Apple PR, having learned the hard way that its usual code of silence doesn't fly in China, broke tradition and issued a response to the South China Morning Post:
<snip>
uncle ray
(3,157 posts)she was probably well grounded, making any shock more likely to be deadly. if she was wet and picked up a charging phone, it's possible there was nothing wrong with the phone or charger.
bhikkhu
(10,724 posts)...so there would be no danger whatsoever unless the charger were faulty. Even there, its a very unusual thing, as any charger I've ever had problems with has stopped transmitting current entirely, not transmitted full wall current.
L0oniX
(31,493 posts)turbo_satan
(372 posts)... this can happen. If I were involved in the forensic examination, my first suspect would be an uncertified charger. Many of the aftermarket accessory-chargers are designed on the cheap and don't have regulatory approval because that's very expensive to do. Believe it or not, it doesn't take much current to stop a heart. At mains voltage, it only takes a a few tens of milliamps to cause ventricular fibrillation -- certainly within the means of a mains-connected switch-mode AC/DC converter with small-gauge wiring on the secondary side. I'm not saying it's normal, mind you, but improper shielding or grounding could cause this, accidental coupling from mains to chassis could cause this, accidentally coupling from primary to secondary could cause this (say, a failed gate-drive optocoupler or an uncertified transformer), any number of other failure modes could have caused this. This is why regulatory approval is crucial for anything that plugs into mains outlets.
dipsydoodle
(42,239 posts).
bull shit
Lee-Lee
(6,324 posts)And I am no engineer, but could those tiny wires inside carry enough electricity for a "massive" electrical shock?
kestrel91316
(51,666 posts)I had a set of electric clippers here at the clinic that somebody dropped and after that, when you'd use them, you could feel a little electric current in your hand.
Into the trash they went.
Sunlei
(22,651 posts)quadrature
(2,049 posts)(not sure about now,
but in times past)
the wall wart should have
a transformer that has the 'AC mains' winding
completely DC unconnected to anything
else.
FreeState
(10,584 posts)The victim, 23-year-old Ma Ailun, had been using what appeared to be an unauthorised iPhone 4 charger, CCTV reported on Tuesday. According to Xiang Ligang, a telecommunications expert interviewed by CCTV, the charger Ma had been using may have been a "knockoff"' - a fake.

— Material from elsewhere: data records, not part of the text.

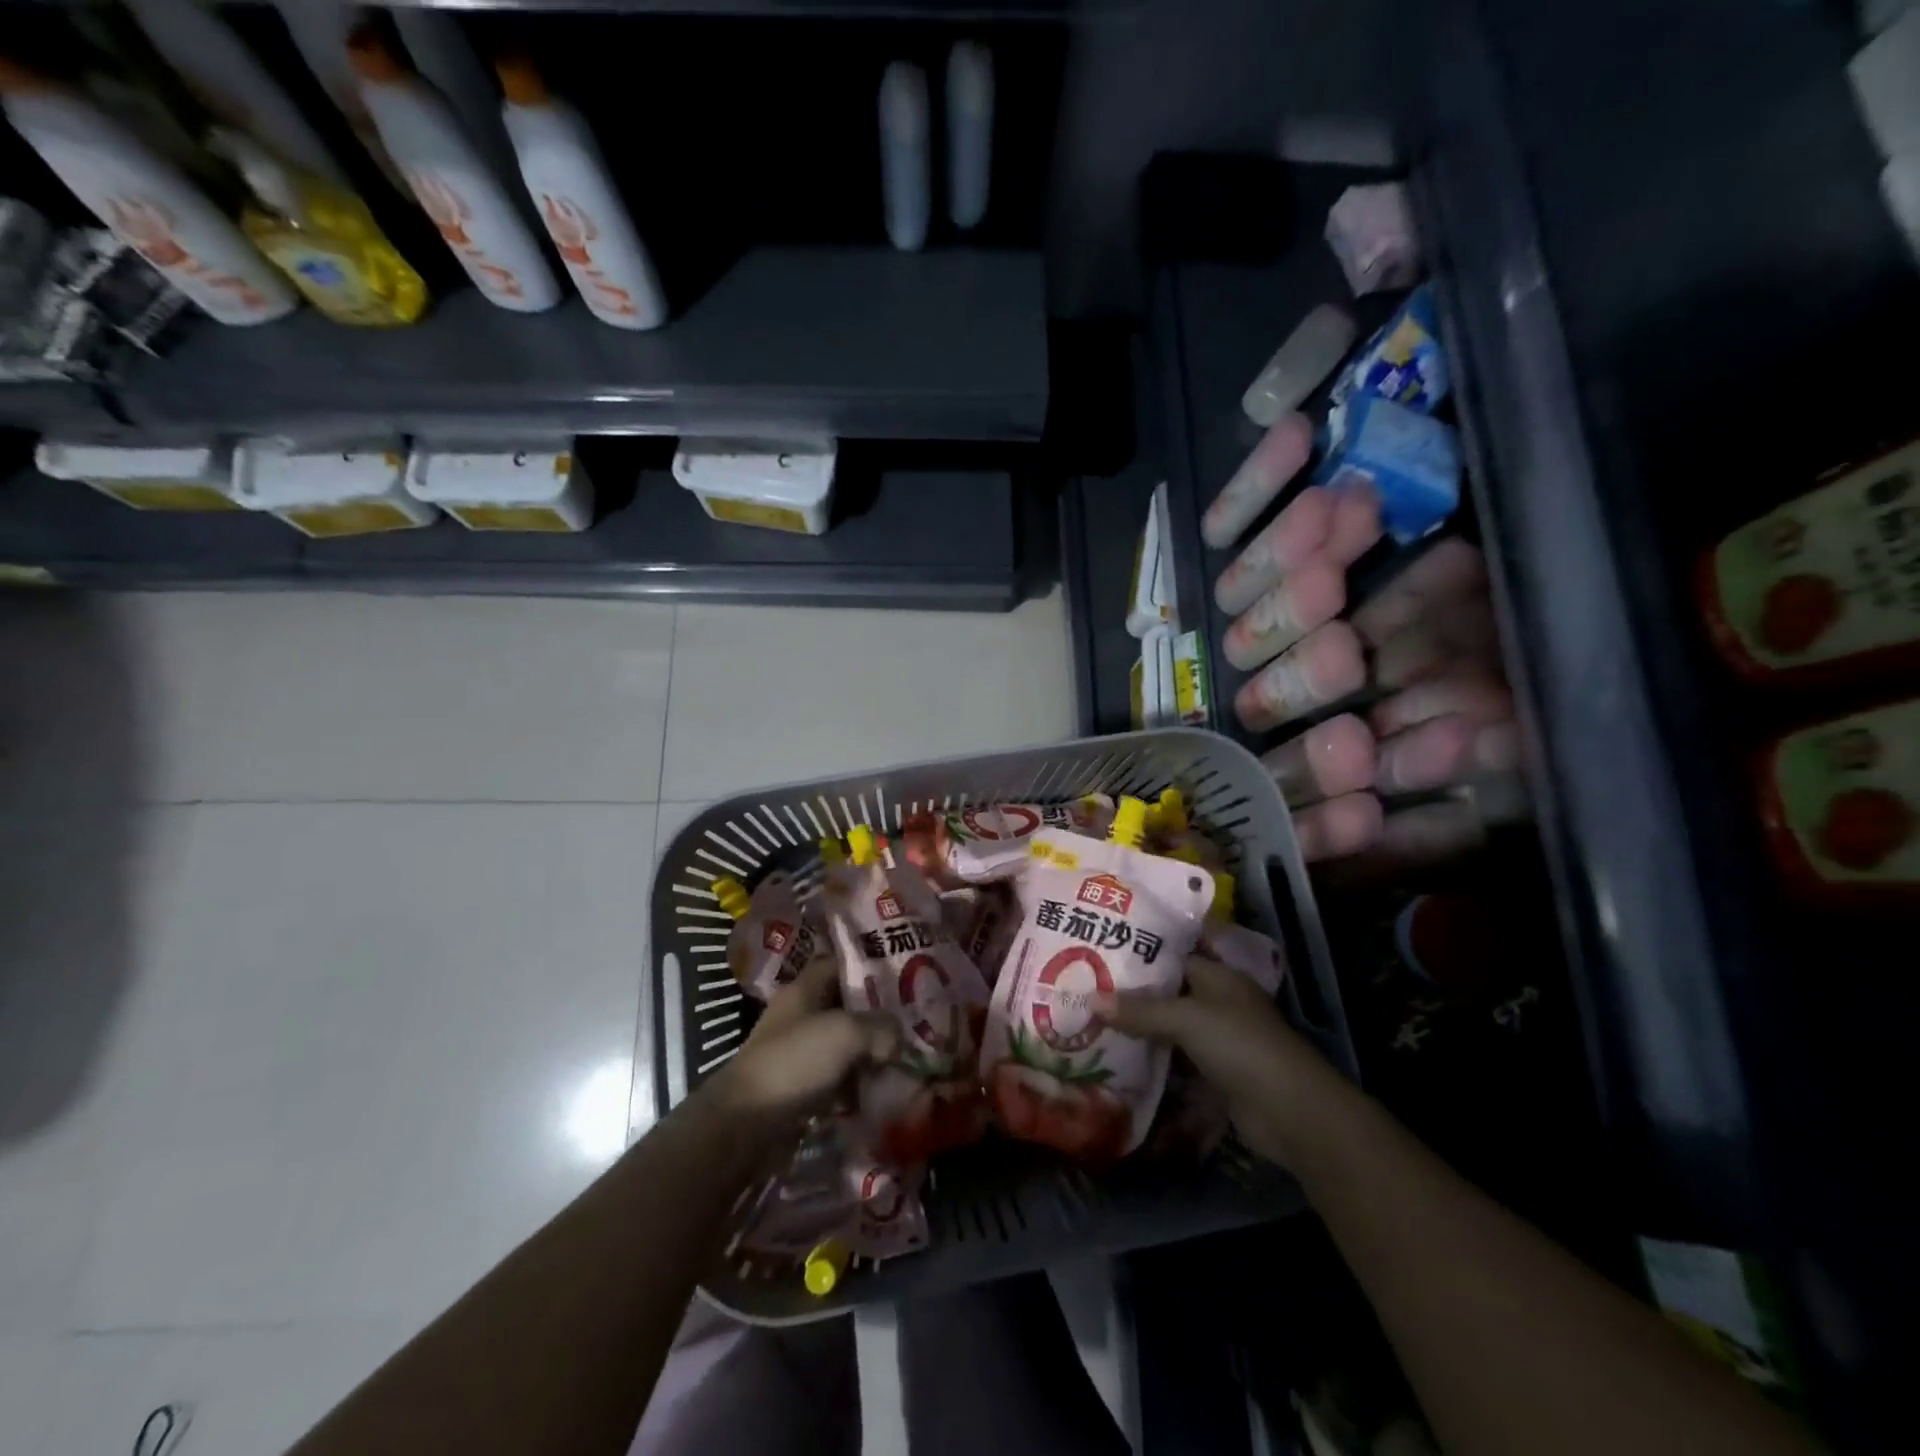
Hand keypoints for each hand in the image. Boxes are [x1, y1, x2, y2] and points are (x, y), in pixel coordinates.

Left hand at [706, 954, 896, 1129]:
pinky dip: (858, 1083)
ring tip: (904, 1055)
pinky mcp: (802, 1088)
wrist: (746, 1125)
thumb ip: (880, 1027)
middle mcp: (800, 1016)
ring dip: (871, 1051)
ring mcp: (800, 1053)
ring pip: (844, 1044)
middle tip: (911, 1019)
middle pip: (845, 1006)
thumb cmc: (794, 1062)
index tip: (901, 973)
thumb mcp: (845, 1033)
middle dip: (877, 1014)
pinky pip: (838, 1078)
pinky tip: (883, 1088)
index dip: (867, 965)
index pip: (839, 964)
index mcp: (804, 989)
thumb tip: (897, 1038)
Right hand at [1103, 958, 1334, 1167]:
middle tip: (1087, 988)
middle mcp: (1218, 1003)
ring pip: (1171, 1029)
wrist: (1290, 1111)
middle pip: (1170, 993)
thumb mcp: (1185, 1019)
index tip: (1101, 951)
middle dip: (1133, 995)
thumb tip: (1090, 1000)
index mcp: (1218, 976)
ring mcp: (1219, 1041)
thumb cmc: (1240, 1045)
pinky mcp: (1216, 1075)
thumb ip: (1139, 1010)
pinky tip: (1120, 1060)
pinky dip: (1154, 1061)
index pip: (1173, 955)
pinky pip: (1177, 1061)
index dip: (1140, 954)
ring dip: (1141, 1030)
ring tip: (1094, 1021)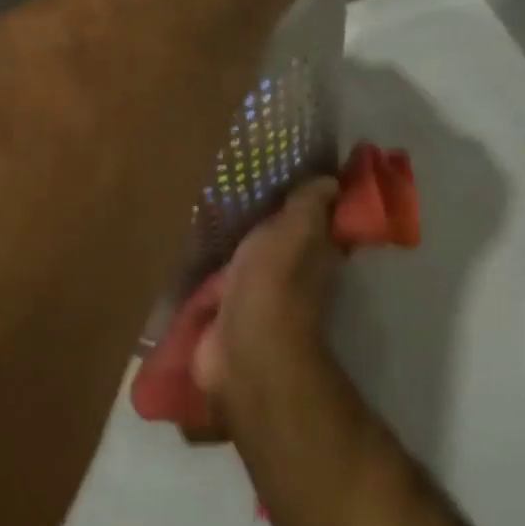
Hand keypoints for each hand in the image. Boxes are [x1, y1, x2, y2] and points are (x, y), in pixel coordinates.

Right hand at [192, 177, 343, 422]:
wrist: (242, 347)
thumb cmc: (273, 281)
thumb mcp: (296, 229)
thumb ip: (309, 204)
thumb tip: (331, 180)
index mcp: (317, 255)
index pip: (321, 224)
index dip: (311, 204)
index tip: (292, 178)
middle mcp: (295, 278)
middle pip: (283, 244)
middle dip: (267, 226)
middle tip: (240, 191)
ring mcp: (260, 299)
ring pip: (250, 265)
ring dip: (236, 251)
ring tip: (211, 217)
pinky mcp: (228, 316)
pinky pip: (220, 288)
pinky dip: (211, 277)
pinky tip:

Knockoff chargers sometimes cut corners, Xiang said. The quality of the capacitor and circuit protector may not be good, and this may lead to the capacitor breaking down and sending 220 volts of electricity directly into the cell phone battery.
Ma, a flight attendant with China Southern Airlines, had been charging her iPhone 4 on July 11 in her home in Xinjiang. She had been electrocuted after picking it up to answer a call. Earlier reports had said she had been using an iPhone 5 at the time, but CCTV investigations confirmed that the exterior of the device was a stainless steel iPhone 4 - not the aluminum iPhone 5.